Just last week, Papua New Guinea was deemed a “very high risk” country by our government.
The reported breach was in Brisbane Airport’s Hudson Cafe where the duo were seated at the same time as green zone passengers.
According to the Ministry of Health, the risk to New Zealanders is deemed “low”. The two passengers had tested negative for Covid-19 before departing their home country, however one has since displayed a “weak positive” result.
Queensland Health said the passengers had been wearing masks, maintained distancing measures and were not symptomatic while in the green zone area.

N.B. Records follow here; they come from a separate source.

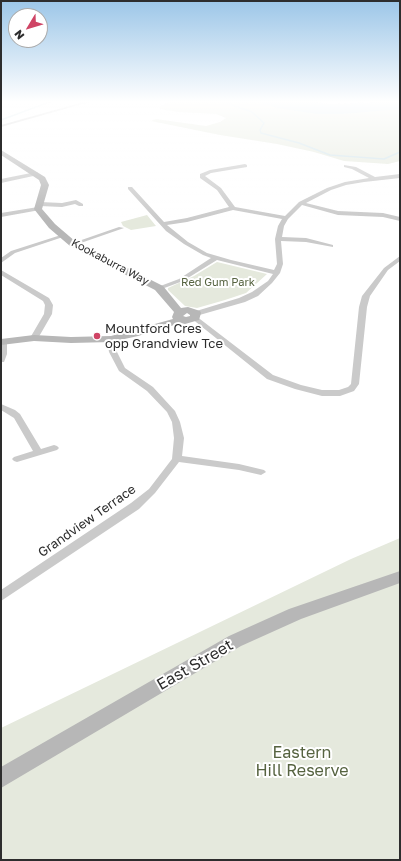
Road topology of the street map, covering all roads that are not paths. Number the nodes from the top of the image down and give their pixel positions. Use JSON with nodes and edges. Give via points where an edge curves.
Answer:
{"nodes":[{"id":1,"x":1,"y":152,"type":"edge"},
{"id":2,"x":346,"y":166,"type":"dead end"},
{"id":3,"x":242,"y":168,"type":"dead end"},
{"id":4,"x":36,"y":174,"type":"junction"},
{"id":5,"x":400,"y":176,"type":"edge"},
{"id":6,"x":373,"y":178,"type":"junction"},
{"id":7,"x":1,"y":181,"type":"edge"},
{"id":8,"x":143,"y":190,"type":"dead end"},
{"id":9,"x":80,"y":202,"type":"dead end"},
{"id":10,"x":301,"y":204,"type":"junction"},
{"id":11,"x":39,"y":207,"type":"junction"},
{"id":12,"x":233,"y":208,"type":"junction"},
{"id":13,"x":1,"y":215,"type":"edge"},
{"id":14,"x":286,"y":218,"type":"junction"},
{"id":15,"x":400,"y":219,"type":"edge"},
{"id":16,"x":163,"y":224,"type":"junction"},
{"id":17,"x":114,"y":228,"type":"dead end"},
{"id":18,"x":63,"y":236,"type":"junction"},
{"id":19,"x":329,"y":237,"type":"dead end"},
{"id":20,"x":278,"y":239,"type":"junction"},
{"id":21,"x":73,"y":244,"type":"junction"},
{"id":22,"x":323,"y":244,"type":"junction"},
{"id":23,"x":331,"y":246,"type":"dead end"},
{"id":24,"x":216,"y":258,"type":"junction"},
{"id":25,"x":400,"y":258,"type":"edge"},
{"id":26,"x":1,"y":261,"type":"edge"},
{"id":27,"x":1,"y":272,"type":"edge"},
{"id":28,"x":277,"y":273,"type":"junction"},
{"id":29,"x":159,"y":288,"type":"junction"},
{"id":30,"x":185,"y":314,"type":"junction"},
{"id":31,"x":34,"y":338,"type":"junction"},
{"id":32,"x":111,"y":338,"type":"junction"},
{"id":33,"x":2,"y":342,"type":"edge"},
{"id":34,"x":1,"y":360,"type":"edge"},
{"id":35,"x":1,"y":407,"type":"edge"},
{"id":36,"x":54,"y":448,"type":"dead end"},
{"id":37,"x":38,"y":452,"type":"junction"},
{"id":38,"x":17,"y":459,"type":"dead end"},
{"id":39,"x":177,"y":459,"type":"junction"},
{"id":40,"x":261,"y":472,"type":"dead end"},
{"id":41,"x":400,"y":578,"type":"edge"},
{"id":42,"x":1,"y":596,"type":"edge"},
{"id":43,"x":1,"y":778,"type":"edge"}],
"edges":[{"from":1,"to":4,"type":"street"},
{"from":2,"to":6,"type":"street","via":[[356,167]]},
{"from":3,"to":12,"type":"street","via":[[202,175],[219,189]]},
{"from":4,"to":7,"type":"street"},
{"from":4,"to":11,"type":"street","via":[[46,185]]},
{"from":5,"to":6,"type":"street"},
{"from":6,"to":10,"type":"street","via":[[336,186]]},
{"from":8,"to":16,"type":"street","via":[[132,190]]},
{"from":9,"to":11,"type":"street"},
{"from":10,"to":14,"type":"street"},
{"from":10,"to":15,"type":"street","via":[[338,213],[383,215]]},
{"from":11,"to":13,"type":"street"},
{"from":11,"to":18,"type":"street","name":"Kookaburra Way","via":[[43,217]]},
{"from":12,"to":14,"type":"street"},
{"from":12,"to":16,"type":"street"},
{"from":14,"to":20,"type":"street"},
{"from":16,"to":24,"type":"street","via":[[175,236]]},
{"from":17,"to":21,"type":"street"},
{"from":18,"to":21,"type":"street","name":"Kookaburra Way"},
{"from":18,"to":26,"type":"street","via":[[13,252]]},
{"from":19,"to":22,"type":"street"},
{"from":20,"to":22,"type":"street"},
{"from":20,"to":28,"type":"street","via":[[280,264]]},
{"from":21,"to":29,"type":"street","name":"Kookaburra Way"},
{"from":22,"to":23,"type":"street"},
{"from":24,"to":28,"type":"street"},
{"from":24,"to":29,"type":"street","via":[[181,280]]},
{"from":25,"to":30,"type":"street","via":[[386,269],[366,296],[354,384],[346,391],[322,393],[270,377]]},
{"from":27,"to":31,"type":"street","via":[[46,300],[49,305],[48,314]]},
{"from":28,"to":30,"type":"street","via":[[255,294],[242,300],[213,310]]},
{"from":29,"to":30,"type":"street","name":"Kookaburra Way"},
{"from":30,"to":32,"type":"street","via":[[134,334]]},
{"from":31,"to":32,"type":"street"},
{"from":31,"to":33,"type":"street"},
{"from":32,"to":39,"type":"street","name":"Grandview Terrace","via":[[113,352],[122,369],[150,389],[171,411],[179,438]]},
{"from":33,"to":34,"type":"street"},
{"from":35,"to":37,"type":"street","via":[[17,416]]},
{"from":36,"to":37,"type":"street"},
{"from":37,"to":38,"type":"street"},
{"from":39,"to":40,"type":"street"},
{"from":39,"to":42,"type":"street","name":"Grandview Terrace","via":[[166,476],[135,506]]},
{"from":41,"to":43,"type":"street","name":"East Street","via":[[295,614],[235,641]]}]}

In a statement reported by RNZ, Brisbane Airport Corporation said the breach was “due to human error”.
7.30am: Top stories from The Bulletin
With no repatriation flights in sight, it could be really difficult for New Zealanders stuck in India to get home. Radio NZ reported yesterday morning that there are just over 100 people currently in India who have managed isolation spots booked, but many are unlikely to make it. Some of them have been waiting since before the travel ban was put in place several weeks ago. PM Jacinda Ardern said that she sympathised with the situation people were in, but said the government couldn’t guarantee assistance in getting home. “We may not be able to go in and rescue people. They need to make sure they take every precaution they can even when they are travelling in desperate circumstances.”
The ban has now been lifted, but making travel plans in practice is extremely challenging right now. Under the new rules, NZ citizens and their immediate families are allowed to come in from the four high risk countries, but nobody else can. Stuff’s Melanie Earley spoke to a few people in that situation, facing both weeks long delays and exorbitant costs to get home, and it just sounds awful. The key route for people to get back to New Zealand from India is through Dubai, in the UAE, and an announcement was made overnight that the UAE has extended a ban on flights arriving from India for another 10 days.
To give a sense of just how tough it is to get out of India right now, even those who would normally have plenty of resources and clout can’t make it happen. Australian paper The Age had a story about leading cricket umpire Paul Reiffel, who is currently working at the IPL in India. He tried to get home several days ago, amid fears that there’ll still be nothing when the tournament ends, but found the way was already shut. As for the wider situation in India, it is still no better, and the horror looks set to continue for weeks or months to come.
The weather is starting to turn colder and damper, and the mould is coming back to Wellington flats. Stuff’s Ethan Te Ora has been doing a couple of stories recently about the state of renting in the capital, and his latest gives a sadly typical view of a set of properties managed by one particular company. Having been a renter in Wellington for a few years about a decade ago, it looks like little has changed.
A couple of useful commentary pieces on a bit of a mood shift from National leader Judith Collins towards carved-out spots for Māori representation. It was sparked by this Radio NZ interview, in which Collins said her party would stand against so-called “racist separatism”, both within National and without. Writing on Politik, Richard Harman argues that she is trying to use the same tactics employed by Don Brash in 2004. But there’s actually a lot of myth-making around the Brash years, and as commentator Ben Thomas writes on Stuff, opposition leaders who try to play this particular card almost never end up winning with it. The topic was also discussed on the latest episode of Gone By Lunchtime, particularly in relation to the issue that sparked it all off – the planned creation of a Māori Health Authority.